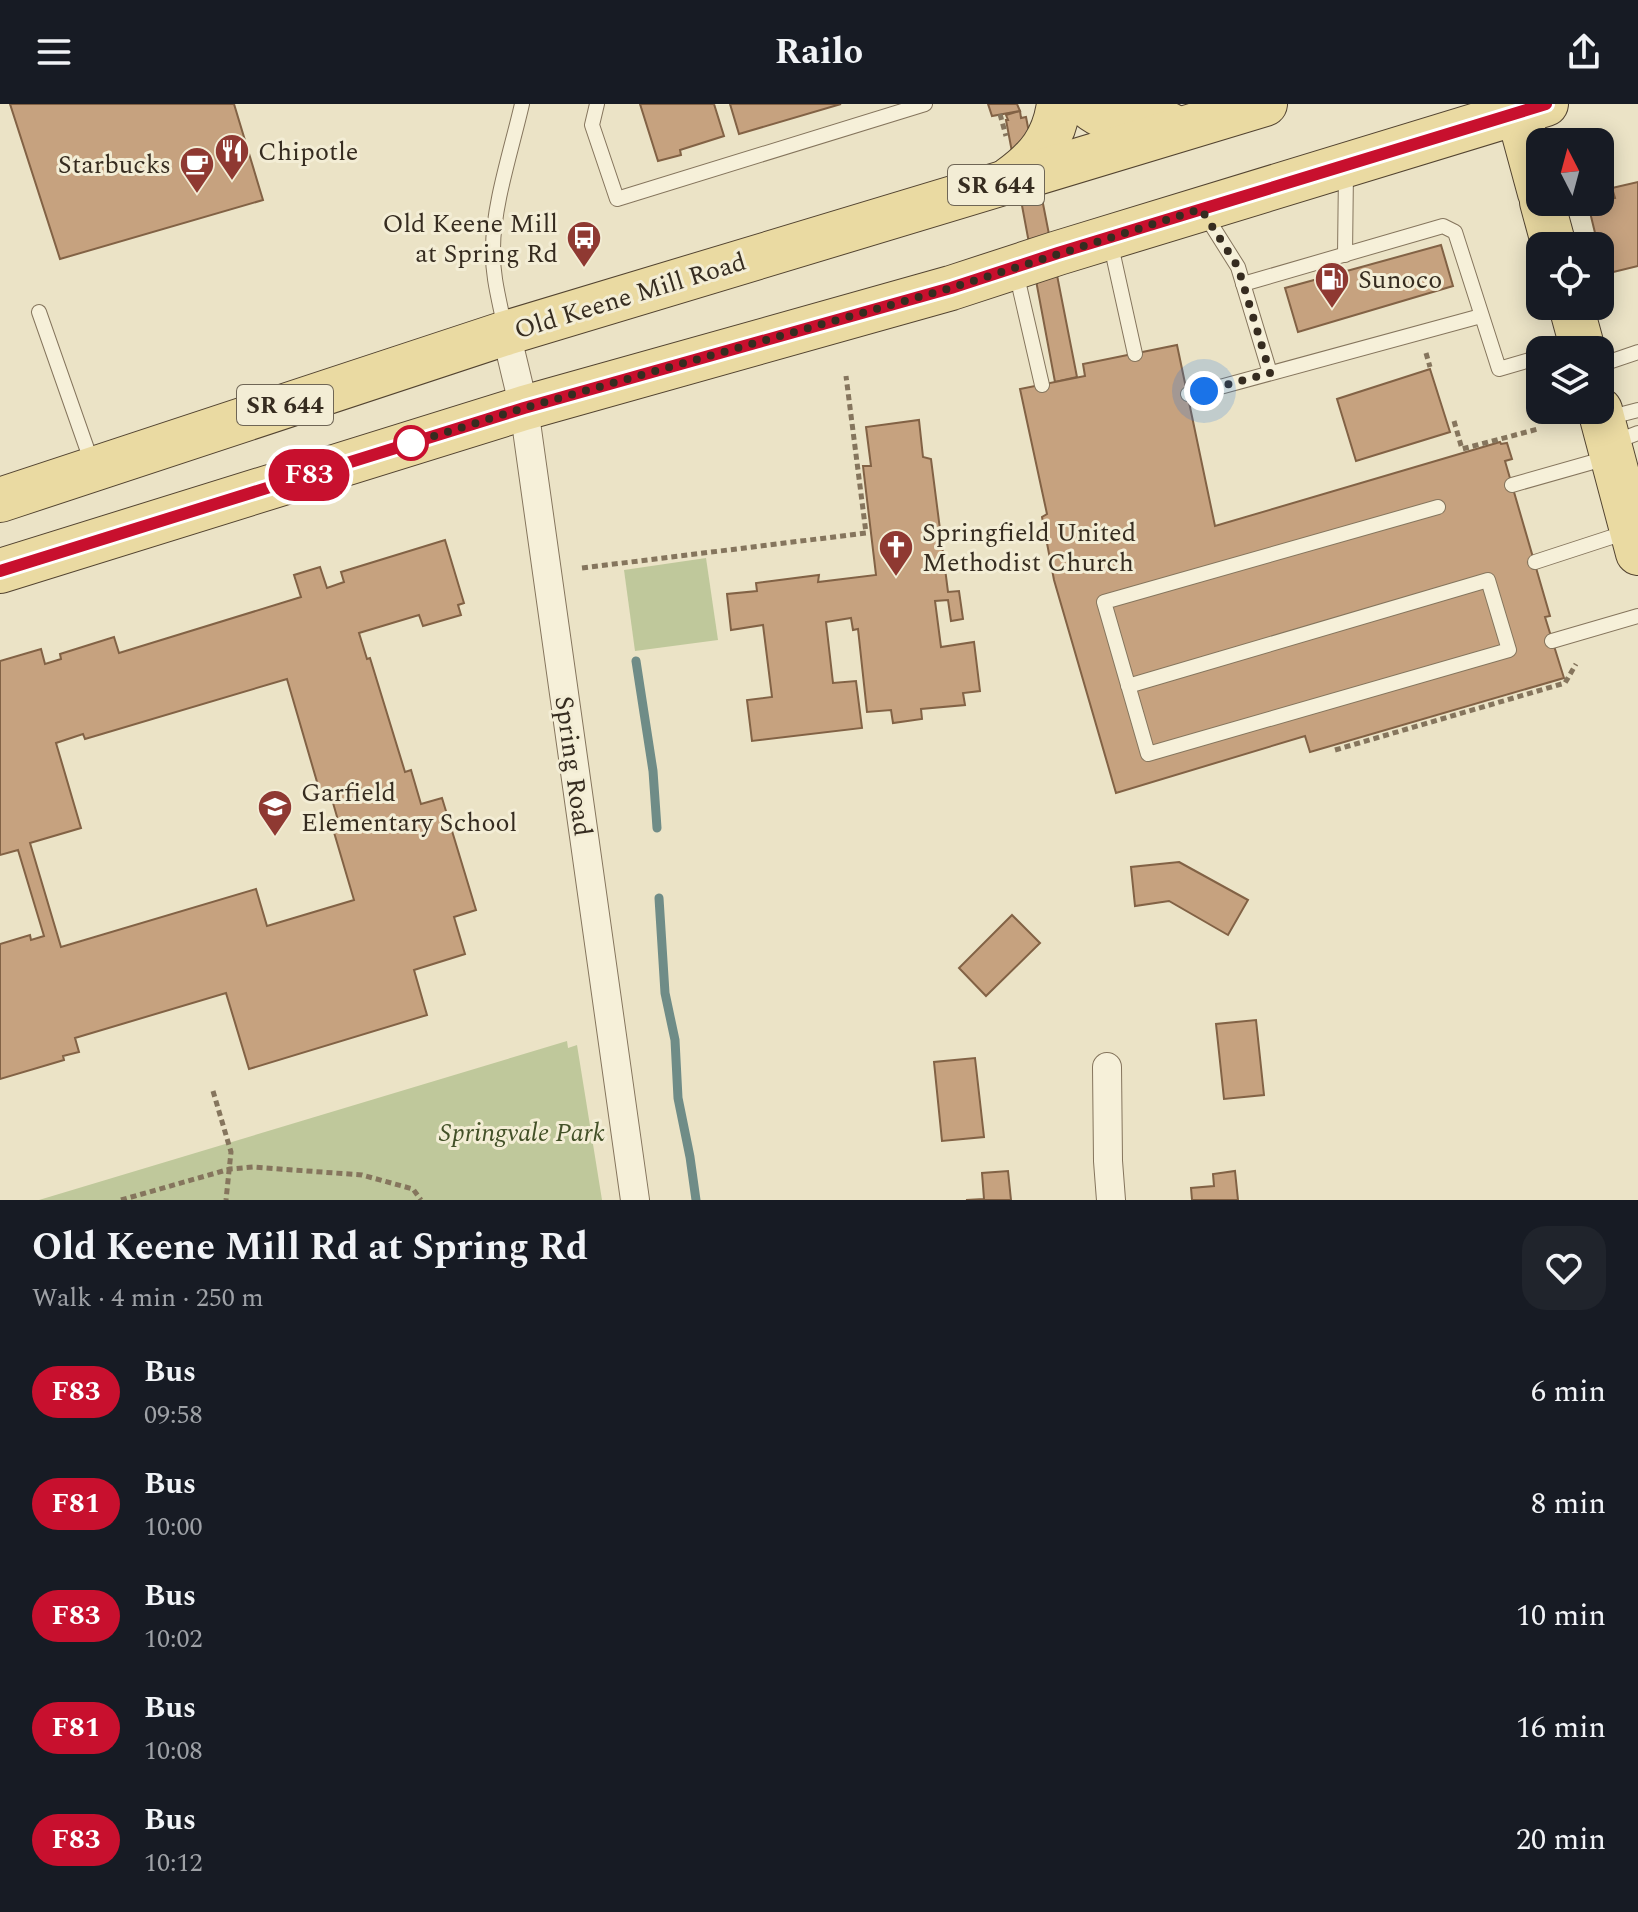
<!DOCTYPE html>
<meta charset="utf-8">
<style>
body{margin:0;font-family:Spectral,serif;background:#20242c;color:#f1f3f6;height:100vh;display:flex;flex-direction:column;font-size:30px;white-space:nowrap}
*{box-sizing:border-box;margin:0}
p{font-size:26px;color:#9ea1a6}
.icon{flex:none;width:44px;height:44px;fill:none;stroke:currentColor;stroke-width:2;stroke-linecap:round;stroke-linejoin:round}
.map{position:relative;height:1096px;overflow:hidden}
.side{display:flex;flex-direction:column;background:#171b24;flex:1}
.side>*{flex:none}
.badge{padding:0 16px;border-radius:26px;font-size:28px;line-height:52px}
.needle{width:52px;rotate:354deg}
.buttons{position:absolute;left:1526px;top:24px;display:grid;gap:16px}
.buttons a{display:grid;place-items:center;width:88px;height:88px;border-radius:16px;background:#171b24;box-shadow:0 4px 20px #0003;font-size:40px}
.you{position:absolute;width:40px;height:40px;margin:-20px;border:6px solid #fff;border-radius:50%;background:#1a73e8;box-shadow:0 0 0 12px #1a73e833}
.map>.badge{position:absolute;translate:-50% -50%;box-shadow:0 0 0 4px #fff}
.round{display:grid;place-items:center;flex:none;width:84px;height:84px;border-radius:24px;background:#20242c}
.overview{display:flex;align-items:center;justify-content:space-between;height:136px;padding:0 32px}
h1{font-size:38px;font-weight:700;line-height:60px}
ul{padding:0;list-style:none}
li{display:flex;align-items:center;gap:24px;height:112px;padding:0 32px}
li div{flex:1}
li b{display:block;font-size:30px}
li em{font-style:normal}
li .badge{min-width:88px;font-weight:700;text-align:center}
header{display:flex;justify-content:space-between;align-items:center;height:104px;padding:0 32px;background:#171b24;font-size:36px;font-weight:700}
.map>svg:first-child{display:block}
</style>
<header><svg class="icon" aria-label="menu" viewBox="0 0 24 24"><path d="M4 6h16M4 12h16M4 18h16"/></svg>Railo<svg class="icon" aria-label="share" viewBox="0 0 24 24"><path d="M12 15V3M7 8l5-5 5 5M5 13v7h14v-7"/></svg></header>
<div class="map">
<svg width="1638" height="1096" viewBox="0 0 1638 1096">
<rect width="100%" height="100%" fill="#ebe3c6"/>
<g fill="#bfc89b">
<path d="M706 454 718 536 635 547 624 466Z"/>
<path d="M567 937 568 944 577 941 602 1096H39Z"/>
</g>
<g fill="none" stroke-linecap="round" stroke-linejoin="round">
<g stroke="#6f8c87" stroke-width="9">
<path d="M636 557 653 667 657 724"/>
<path d="M659 794 665 889 675 936 678 994 690 1053 696 1096"/>
</g>
</g>
<g fill="#c6a27f" stroke="#826245" stroke-width="2" fill-rule="evenodd">
<path d="M10 0H234L263 96 60 155Z"/>
<path d="M640 0H714L724 32 680 46 681 51 658 57Z"/>
<path d="M730 0H841L739 30Z"/>
<path d="M988 0H1017L1020 7 992 12Z"/>
<path d="M1020 7 1021 14 1026 13 1077 273 1055 278 1006 16H1008L1006 11Z"/>
<path d="M1638 78V162L1605 170 1588 100 1615 94 1612 84Z"/>
<path d="M1441 141 1453 182 1298 228 1285 184Z"/>
<path d="M1177 241 1215 422 1500 338 1501 340 1507 339 1512 355 1505 357 1550 512 1545 513 1564 574 1310 648 1305 632 1116 689 1054 476 1042 413 1047 410 1020 285 1085 272 1083 260Z"/>
<path d="M1430 265 1450 328 1356 357 1337 295Z"/>
<path d="M919 316 923 353 931 355 948 488 959 487 963 515 951 517 948 496 935 497 941 543 974 538 980 587 963 589 965 601 921 605 922 615 893 619 891 606 867 608 858 525 853 526 851 514 826 518 833 579 856 577 862 624 752 637 747 596 772 593 763 521 731 526 727 490 757 487 756 479 819 471 818 478 876 471 863 362H871L866 323Z"/>
<path d="M445 436 464 499 458 501 461 511 423 522 419 511 359 529 367 555 370 554 405 668 411 666 421 700 442 694 476 806 454 813 465 850 414 866 427 911 249 965 226 889 75 934 79 948 63 952 64 956 0 975V840L30 831 31 836 44 832 18 746 0 751V557L41 545 45 560 61 555 60 550 114 533 119 549 301 493 294 471 320 463 327 484 344 478 341 468ZM287 575 322 695 331 692 340 723 333 725 354 796 267 822 256 785 61 843 30 739 81 724 56 639 83 630 85 635Z"/>
<path d="M1179 758 1248 796 1228 831 1169 797 1135 802 1131 763Z"/>
<path d="M1012 811 1040 839 986 892 959 864Z"/>
<path d="M1256 916 1264 991 1224 995 1216 920Z"/>
<path d="M975 954 984 1033 942 1037 934 958Z"/>
<path d="M1008 1067 1011 1096H966L984 1095 982 1069Z"/>
<path d="M1235 1067 1238 1096H1192L1191 1084 1214 1082 1213 1070Z"/>
</g>
<g fill="none" stroke-linecap="round" stroke-linejoin="round">
<defs>
<g id="service">
<path d="M597 0 592 21 617 95 925 0"/>
<path d="M1204 109 1238 163 1270 269"/>
<path d="M1110 137 1135 250"/>
<path d="M1345 151 1346 67"/>
<path d="M1016 168 1042 281"/>
<path d="M1243 180 1443 122 1455 128 1499 265 1540 253"/>
<path d="M39 208 93 362"/>
<path d="M505 225C500 199 492 172 493 145 493 101 512 44 522 0"/>
<path d="M1600 261 1638 248"/>
<path d="M1188 290 1220 283 1481 212"/>
<path d="M1607 314 1638 306"/>
<path d="M1612 339 1638 329"/>
<path d="M1512 381 1607 354"/>
<path d="M1535 458 1627 428"/>
<path d="M1552 537 1638 512"/>
<path d="M1128 582 1488 476 1509 546 1148 650 1104 498 1438 403"/>
</g>
<g id="minor">
<path d="M506 229 524 304 635 1096"/>
<path d="M1107 963 1108 1057 1111 1096"/>
</g>
<g id="primary">
<path d="M1086 0C1108 21 1141 21 1170 21"/>
<path d="M1518 8 1540 89"/>
<path d="M1010 75C1038 55 1054 35 1059 0"/>
<path d="M1542 98 1554 142"/>
<path d="M1571 202 1583 246"/>
<path d="M1600 306 1638 449"/>
<path d="M0 396 506 229 1265 0"/>
<path d="M0 467 524 304 951 184 1058 149 1546 0"/>
</g>
</defs>
<use href="#service" stroke="#85755d" stroke-width="16"/>
<use href="#minor" stroke="#85755d" stroke-width="30"/>
<use href="#primary" stroke="#534431" stroke-width="46"/>
<g stroke="#85755d" stroke-width="5" stroke-dasharray="6 4" stroke-linecap="butt">
<path d="M1000 10 1006 32"/>
<path d="M1426 249 1430 263"/>
<path d="M1454 317 1462 345 1538 325"/>
<path d="M582 464 866 429 846 272"/>
<path d="M1335 646 1565 579 1576 560"/>
<path d="M213 987 231 1048 226 1096"/>
<path d="M121 1096 230 1065 253 1063 362 1071 413 1085 421 1096"/>
</g>
<use href="#service" stroke="#f6f0d9" stroke-width="14"/>
<use href="#minor" stroke="#f6f0d9" stroke-width="28"/>
<use href="#primary" stroke="#eadaa2" stroke-width="44"/>
</g>
<g fill="none" stroke-linecap="round" stroke-linejoin="round">
<defs>
<path id="line" d="M0 467 524 304 951 184 1058 149 1546 0"/>
</defs>
<use href="#line" stroke="#fff" stroke-width="18"/>
<use href="#line" stroke="#c8102e" stroke-width="12"/>
<path stroke="#362c20" stroke-width="8" stroke-dasharray="0 14.4" d="M411 339 402 342 524 304 951 184 1201 105 1238 163 1270 269 1204 287"/>
</g>
<defs>
<symbol id="restaurant-pin" viewBox="-11 -11 22 30"><path d="M0 17L-7.5 6A9.5 9.5 0 1 1 7.5 6Z" fill="#8f3932" stroke="#f3edd5"/><path d="M-5-6h1v4h1v-4h1v4h1v-4h1v5L-1.5 .5V6h-2V.5L-5-1ZM5-6V6H3V1.5H1.5Q1.5-4 5-6Z" fill="#fff"/></symbol>
<symbol id="cafe-pin" viewBox="-11 -11 22 30"><path d="M0 17L-7.5 6A9.5 9.5 0 1 1 7.5 6Z" fill="#8f3932" stroke="#f3edd5"/><path d="M-5.5-4.5H6V0H3Q3 3.5 0 3.5H-2.5Q-5.5 3.5-5.5 0ZM3-3.2v2h1.7v-2ZM-6 4.5H4V6H-6Z" fill="#fff"/></symbol>
<symbol id="bus-pin" viewBox="-11 -11 22 30"><path d="M0 17L-7.5 6A9.5 9.5 0 1 1 7.5 6Z" fill="#8f3932" stroke="#f3edd5"/><path d="M-5-6H5V4H4V6H2V4H-2V6H-4V4H-5ZM-3.5-4V0h7V-4ZM-3.5 1.2v1.5H-2V1.2ZM2 1.2v1.5H3.5V1.2Z" fill="#fff"/></symbol>
<symbol id="fuel-pin" viewBox="-11 -11 22 30"><path d="M0 17L-7.5 6A9.5 9.5 0 1 1 7.5 6Z" fill="#8f3932" stroke="#f3edd5"/><path d="M-5.5-6h7V0h2V4h1.3V-2.5L3-4.5l.8-.8L6-3V5H2.5V1h-1V6h-7ZM-4.2-4.7v3.2H.2V-4.7Z" fill="#fff"/></symbol>
<symbol id="church-pin" viewBox="-11 -11 22 30"><path d="M0 17L-7.5 6A9.5 9.5 0 1 1 7.5 6Z" fill="#8f3932" stroke="#f3edd5"/><path d="M-1.2-6h2.4v3.5h3.3v2.4h-3.3V6h-2.4V-.1h-3.3v-2.4h3.3Z" fill="#fff"/></symbol>
<symbol id="school-pin" viewBox="-11 -11 22 30"><path d="M0 17L-7.5 6A9.5 9.5 0 1 1 7.5 6Z" fill="#8f3932" stroke="#f3edd5"/><path d="M0-5L7-2L0 1L-7-2ZM-4 1L0 2.5L4 1V4Q0 6-4 4Z" fill="#fff"/></symbol>
</defs>
<g fill-rule="evenodd">
<use href="#restaurant-pin" x="212" y="27" width="40" height="54"/>
<use href="#cafe-pin" x="177" y="40" width="40" height="54"/>
<use href="#bus-pin" x="564" y="114" width="40" height="54"/>
<use href="#fuel-pin" x="1312" y="155" width="40" height="54"/>
<use href="#church-pin" x="876" y="423" width="40" height="54"/>
<use href="#school-pin" x="255" y="683" width="40" height="54"/>
</g>
<circle fill="#fff" stroke="#c8102e" stroke-width="4" cx="411" cy="339" r="16"/>
<g text-anchor="middle" stroke-width="6" stroke-linejoin="round" paint-order="stroke">
<g fill="#f3edd5" stroke="#6f6656" stroke-width="2">
<rect x="948" y="61" width="96" height="40" rx="6"/>
<rect x="237" y="281" width="96" height="40" rx="6"/>
</g>
<g font-size="24" font-weight="bold" fill="#362c20">
<text x="996" y="89">SR 644</text>
<text x="285" y="309">SR 644</text>
</g>
<g font-size="26" fill="#362c20" stroke="#f3edd5" text-anchor="start">
<text x="258" y="56">Chipotle</text>
<text x="171" y="69" text-anchor="end">Starbucks</text>
<text x="558" y="128" text-anchor="end">Old Keene Mill<tspan x="558" dy="30">at Spring Rd</tspan></text>
<text x="1358" y="184">Sunoco</text>
<text x="922" y="437">Springfield United<tspan x="922" dy="30">Methodist Church</tspan></text>
<text x="301" y="697">Garfield<tspan x="301" dy="30">Elementary School</tspan></text>
</g>
<g font-size="26" fill="#362c20" stroke="#f3edd5">
<text transform="translate(630 191) rotate(-17)" y="9">Old Keene Mill Road</text>
<text transform="translate(574 662) rotate(82)" y="9">Spring Road</text>
</g>
<g font-size="26" font-style="italic" fill="#435128" stroke="#f3edd5">
<text x="522" y="1037">Springvale Park</text>
</g>
</g>
</svg>
<div class="buttons">
<a><svg class="needle" viewBox="-14 -14 28 28"><path d="M0-13l5 13h-10z" fill="#e53935"/><path d="M0 13l5-13h-10z" fill="#9ea1a6"/></svg></a>
<a><svg class="icon" aria-label="locate" viewBox="0 0 24 24"><circle cx="12" cy="12" r="6"/><path d="M12 2v4M12 18v4M2 12h4M18 12h4"/></svg></a>
<a><svg class="icon" aria-label="layers" viewBox="0 0 24 24"><path d="M12 4l9 5-9 5-9-5zM3 14l9 5 9-5"/></svg></a>
</div>
<div class="you" style="left:1204px;top:287px"></div>
<b class="badge" style="left:309px;top:371px;background:#c8102e;color:#fff">F83</b>
</div>
<section class="side">
<div class="overview"><div><h1>Old Keene Mill Rd at Spring Rd</h1><p>Walk · 4 min · 250 m</p></div><a class="round"><svg class="icon" aria-label="heart" viewBox="0 0 24 24"><path d="M12 20l-8-8c-3-5 5-10 8-4 3-6 11-1 8 4z"/></svg></a></div>
<ul>
<li><span class="badge" style="background:#c8102e;color:#fff">F83</span><div><b>Bus</b><p>09:58</p></div><em>6 min</em></li>
<li><span class="badge" style="background:#c8102e;color:#fff">F81</span><div><b>Bus</b><p>10:00</p></div><em>8 min</em></li>
<li><span class="badge" style="background:#c8102e;color:#fff">F83</span><div><b>Bus</b><p>10:02</p></div><em>10 min</em></li>
<li><span class="badge" style="background:#c8102e;color:#fff">F81</span><div><b>Bus</b><p>10:08</p></div><em>16 min</em></li>
<li><span class="badge" style="background:#c8102e;color:#fff">F83</span><div><b>Bus</b><p>10:12</p></div><em>20 min</em></li>
</ul>
</section>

########

▶ _What you have to do_
Where the data above reaches the line holding "265 1450 328", begin printing, and stop after the line holding "225C500 199 492". Each line must be reproduced exactly, with nothing else added.

▶ _Exercise solution_
<path d="M1430 265 1450 328 1356 357 1337 295Z"/>
<path d="M919 316 923 353 931 355 948 488 959 487 963 515 951 517 948 496 935 497 941 543 974 538 980 587 963 589 965 601 921 605 922 615 893 619 891 606 867 608 858 525 853 526 851 514 826 518 833 579 856 577 862 624 752 637 747 596 772 593 763 521 731 526 727 490 757 487 756 479 819 471 818 478 876 471 863 362H871L866 323Z"/>
<path d="M445 436 464 499 458 501 461 511 423 522 419 511 359 529 367 555 370 554 405 668 411 666 421 700 442 694 476 806 454 813 465 850 414 866 427 911 249 965 226 889 75 934 79 948 63 952 64 956 0 975V840L30 831 31 836 44 832 18 746 0 751V557L41 545 45 560 61 555 60 550 114 533 119 549 301 493 294 471 320 463 327 484 344 478 341 468ZM287 575 322 695 331 692 340 723 333 725 354 796 267 822 256 785 61 843 30 739 81 724 56 639 83 630 85 635Z"/>
<path d="M1179 758 1248 796 1228 831 1169 797 1135 802 1131 763Z"/>
<path d="M1012 811 1040 839 986 892 959 864Z"/>
<path d="M1256 916 1264 991 1224 995 1216 920Z"/>
<path d="M975 954 984 1033 942 1037 934 958Z"/>
<path d="M1008 1067 1011 1096H966L984 1095 982 1069Z"/>
<path d="M1235 1067 1238 1096H1192L1191 1084 1214 1082 1213 1070Z"/>
</g>
<g fill="none" stroke-linecap="round" stroke-linejoin="round">
<defs>
<g id="service">
<path d="M597 0 592 21 617 95 925 0"/>
<path d="M1204 109 1238 163 1270 269"/>
<path d="M1110 137 1135 250"/>
<path d="M1345 151 1346 67"/>
<path d="M1016 168 1042 281"/>
<path d="M1243 180 1443 122 1455 128 1499 265 1540 253"/>
<path d="M39 208 93 362"/>
<path d="M505 225C500 199 492 172 493 145 493 101 512 44 522 0"/>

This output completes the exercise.